======== Extracted data ========

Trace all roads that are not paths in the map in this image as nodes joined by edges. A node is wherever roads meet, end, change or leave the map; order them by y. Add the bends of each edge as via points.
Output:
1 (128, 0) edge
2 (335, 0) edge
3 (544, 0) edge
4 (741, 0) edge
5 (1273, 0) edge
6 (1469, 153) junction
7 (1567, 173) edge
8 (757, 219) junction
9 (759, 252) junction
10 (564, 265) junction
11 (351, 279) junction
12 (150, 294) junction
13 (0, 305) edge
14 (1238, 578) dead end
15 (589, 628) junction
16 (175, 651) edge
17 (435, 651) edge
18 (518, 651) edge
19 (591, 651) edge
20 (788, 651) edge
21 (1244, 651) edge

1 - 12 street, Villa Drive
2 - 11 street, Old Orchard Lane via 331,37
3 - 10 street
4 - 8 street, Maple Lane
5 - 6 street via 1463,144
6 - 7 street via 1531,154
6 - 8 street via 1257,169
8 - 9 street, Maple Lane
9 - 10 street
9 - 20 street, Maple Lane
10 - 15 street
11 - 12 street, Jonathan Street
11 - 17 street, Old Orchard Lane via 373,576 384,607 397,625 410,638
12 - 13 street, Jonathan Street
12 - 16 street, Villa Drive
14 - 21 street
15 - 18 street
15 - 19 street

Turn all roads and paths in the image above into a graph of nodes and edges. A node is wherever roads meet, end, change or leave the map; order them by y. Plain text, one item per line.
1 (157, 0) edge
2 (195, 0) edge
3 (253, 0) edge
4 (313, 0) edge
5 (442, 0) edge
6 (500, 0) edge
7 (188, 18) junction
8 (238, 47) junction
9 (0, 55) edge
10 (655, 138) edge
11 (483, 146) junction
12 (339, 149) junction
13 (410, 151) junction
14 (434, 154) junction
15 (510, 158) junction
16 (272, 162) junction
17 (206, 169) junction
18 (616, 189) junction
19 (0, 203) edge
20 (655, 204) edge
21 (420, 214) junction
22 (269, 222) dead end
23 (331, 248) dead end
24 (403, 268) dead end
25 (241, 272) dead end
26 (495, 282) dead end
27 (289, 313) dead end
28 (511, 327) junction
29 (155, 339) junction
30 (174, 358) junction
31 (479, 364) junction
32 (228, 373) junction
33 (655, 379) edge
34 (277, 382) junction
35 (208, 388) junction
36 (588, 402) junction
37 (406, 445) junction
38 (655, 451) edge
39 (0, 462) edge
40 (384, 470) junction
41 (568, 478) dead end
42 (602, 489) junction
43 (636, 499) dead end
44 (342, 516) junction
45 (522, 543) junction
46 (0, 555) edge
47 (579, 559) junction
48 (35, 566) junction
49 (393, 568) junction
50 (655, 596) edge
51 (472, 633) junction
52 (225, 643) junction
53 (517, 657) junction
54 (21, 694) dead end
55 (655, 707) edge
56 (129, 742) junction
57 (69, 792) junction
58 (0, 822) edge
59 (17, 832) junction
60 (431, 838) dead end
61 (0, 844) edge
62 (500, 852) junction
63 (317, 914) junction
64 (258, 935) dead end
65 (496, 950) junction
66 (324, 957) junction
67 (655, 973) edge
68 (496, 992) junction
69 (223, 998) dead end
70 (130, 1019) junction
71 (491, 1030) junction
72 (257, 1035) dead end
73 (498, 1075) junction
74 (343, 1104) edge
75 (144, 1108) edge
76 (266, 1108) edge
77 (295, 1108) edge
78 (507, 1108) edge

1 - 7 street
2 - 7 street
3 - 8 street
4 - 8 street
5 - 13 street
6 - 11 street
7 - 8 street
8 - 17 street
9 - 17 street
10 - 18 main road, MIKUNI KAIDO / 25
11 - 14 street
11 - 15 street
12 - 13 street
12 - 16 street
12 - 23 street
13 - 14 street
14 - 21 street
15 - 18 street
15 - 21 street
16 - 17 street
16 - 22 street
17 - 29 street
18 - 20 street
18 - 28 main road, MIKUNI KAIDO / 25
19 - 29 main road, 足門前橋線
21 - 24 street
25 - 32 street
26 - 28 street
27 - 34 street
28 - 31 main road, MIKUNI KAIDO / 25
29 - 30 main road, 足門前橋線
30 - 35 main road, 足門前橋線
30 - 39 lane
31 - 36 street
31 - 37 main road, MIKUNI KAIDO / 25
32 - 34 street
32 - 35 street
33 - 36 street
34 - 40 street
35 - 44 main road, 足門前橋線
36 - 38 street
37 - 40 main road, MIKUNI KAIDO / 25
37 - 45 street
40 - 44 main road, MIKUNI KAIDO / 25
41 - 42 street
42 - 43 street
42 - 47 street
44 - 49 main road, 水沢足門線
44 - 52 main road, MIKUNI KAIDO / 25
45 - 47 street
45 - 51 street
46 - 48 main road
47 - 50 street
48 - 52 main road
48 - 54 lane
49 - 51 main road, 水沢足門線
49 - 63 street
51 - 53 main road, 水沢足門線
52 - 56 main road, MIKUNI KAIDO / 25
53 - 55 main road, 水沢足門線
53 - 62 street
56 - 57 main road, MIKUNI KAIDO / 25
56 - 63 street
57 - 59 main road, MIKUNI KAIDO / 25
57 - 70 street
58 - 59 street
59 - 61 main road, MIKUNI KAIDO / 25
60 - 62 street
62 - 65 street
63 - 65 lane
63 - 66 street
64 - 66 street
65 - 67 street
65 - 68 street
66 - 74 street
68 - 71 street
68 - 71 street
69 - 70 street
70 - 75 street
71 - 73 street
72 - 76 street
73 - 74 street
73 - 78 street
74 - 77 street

========

**What the task requires:** Every record should be given again exactly.

**Response:**
Trace all roads that are not paths in the map in this image as nodes joined by edges. A node is wherever roads meet, end, change or leave the map; order them by y. Add the bends of each edge as via points.
Output:
1 (128, 0) edge
2 (335, 0) edge
3 (544, 0) edge
4 (741, 0) edge
5 (1273, 0) edge
6 (1469, 153) junction
7 (1567, 173) edge
8 (757, 219) junction
9 (759, 252) junction
10 (564, 265) junction
11 (351, 279) junction
12 (150, 294) junction
13 (0, 305) edge
14 (1238, 578) dead end
15 (589, 628) junction
16 (175, 651) edge
17 (435, 651) edge
18 (518, 651) edge
19 (591, 651) edge
20 (788, 651) edge
21 (1244, 651) edge

1 - 12 street, Villa Drive
2 - 11 street, Old Orchard Lane via 331,37
3 - 10 street
4 - 8 street, Maple Lane
5 - 6 street via 1463,144
6 - 7 street via 1531,154
6 - 8 street via 1257,169
8 - 9 street, Maple Lane
9 - 10 street
9 - 20 street, Maple Lane
10 - 15 street
11 - 12 street, Jonathan Street
11 - 17 street, Old Orchard Lane via 373,576 384,607 397,625 410,638
12 - 13 street, Jonathan Street
12 - 16 street, Villa Drive
14 - 21 street
15 - 18 street
15 - 19 street

Turn all roads and paths in the image above into a graph of nodes and edges. A node is wherever roads meet, end, change or leave the map; order them by y. Plain text, one item per line.
1 (157, 0) edge
2 (195, 0) edge
3 (253, 0) edge
4 (313, 0) edge
5 (442, 0) edge
6 (500, 0) edge
7 (188, 18) junction
8 (238, 47) junction
9 (0, 55) edge
10 (655, 138) edge
11 (483, 146) junction
12 (339, 149) junction
13 (410, 151) junction
14 (434, 154) junction
15 (510, 158) junction
16 (272, 162) junction
17 (206, 169) junction
18 (616, 189) junction
19 (0, 203) edge
20 (655, 204) edge
21 (420, 214) junction
22 (269, 222) dead end
23 (331, 248) dead end
24 (403, 268) dead end
25 (241, 272) dead end
26 (495, 282) dead end
27 (289, 313) dead end
28 (511, 327) junction
29 (155, 339) junction
30 (174, 358) junction
31 (479, 364) junction
32 (228, 373) junction
33 (655, 379) edge
34 (277, 382) junction
35 (208, 388) junction
36 (588, 402) junction
37 (406, 445) junction
38 (655, 451) edge
39 (0, 462) edge
40 (384, 470) junction
41 (568, 478) dead end
42 (602, 489) junction
43 (636, 499) dead end
44 (342, 516) junction
45 (522, 543) junction
46 (0, 555) edge
47 (579, 559) junction
48 (35, 566) junction
49 (393, 568) junction
50 (655, 596) edge
51 (472, 633) junction
52 (225, 643) junction
53 (517, 657) junction
54 (21, 694) dead end
55 (655, 707) edge
56 (129, 742) junction
57 (69, 792) junction
58 (0, 822) edge
59 (17, 832) junction
60 (431, 838) dead end
61 (0, 844) edge
62 (500, 852) junction
63 (317, 914) junction
64 (258, 935) dead end
65 (496, 950) junction
66 (324, 957) junction
67 (655, 973) edge
68 (496, 992) junction
69 (223, 998) dead end
70 (130, 1019) junction
71 (491, 1030) junction
72 (257, 1035) dead end
73 (498, 1075) junction
74 (343, 1104) edge
75 (144, 1108) edge
76 (266, 1108) edge
77 (295, 1108) edge
78 (507, 1108) edge

1 - 7 street
2 - 7 street
3 - 8 street
4 - 8 street
5 - 13 street
6 - 11 street
7 - 8 street
8 - 17 street
9 - 17 street
10 - 18 main road, MIKUNI KAIDO / 25
11 - 14 street
11 - 15 street
12 - 13 street
12 - 16 street
12 - 23 street
13 - 14 street
14 - 21 street
15 - 18 street
15 - 21 street
16 - 17 street
16 - 22 street
17 - 29 street
18 - 20 street
18 - 28 main road, MIKUNI KAIDO / 25
19 - 29 main road, 足門前橋線
21 - 24 street
25 - 32 street
26 - 28 street
27 - 34 street
28 - 31 main road, MIKUNI KAIDO / 25
29 - 30 main road, 足門前橋線
30 - 35 main road, 足門前橋線
30 - 39 lane
31 - 36 street
31 - 37 main road, MIKUNI KAIDO / 25
32 - 34 street
32 - 35 street
33 - 36 street
34 - 40 street
35 - 44 main road, 足門前橋線
36 - 38 street
37 - 40 main road, MIKUNI KAIDO / 25
37 - 45 street
40 - 44 main road, MIKUNI KAIDO / 25
41 - 42 street
42 - 43 street
42 - 47 street
44 - 49 main road, 水沢足門線
44 - 52 main road, MIKUNI KAIDO / 25
45 - 47 street
45 - 51 street
46 - 48 main road
47 - 50 street
48 - 52 main road
48 - 54 lane
49 - 51 main road, 水沢足門線
49 - 63 street
51 - 53 main road, 水沢足門線
52 - 56 main road, MIKUNI KAIDO / 25
53 - 55 main road, 水沢足門線
53 - 62 street
56 - 57 main road, MIKUNI KAIDO / 25
56 - 63 street
57 - 59 main road, MIKUNI KAIDO / 25
57 - 70 street
58 - 59 street
59 - 61 main road, MIKUNI KAIDO / 25
60 - 62 street
62 - 65 street
63 - 65 lane
63 - 66 street
64 - 66 street
65 - 67 street
65 - 68 street
66 - 74 street
68 - 71 street
68 - 71 street
69 - 70 street
70 - 75 street
71 - 73 street
72 - 76 street
73 - 74 street
73 - 78 street
74 - 77 street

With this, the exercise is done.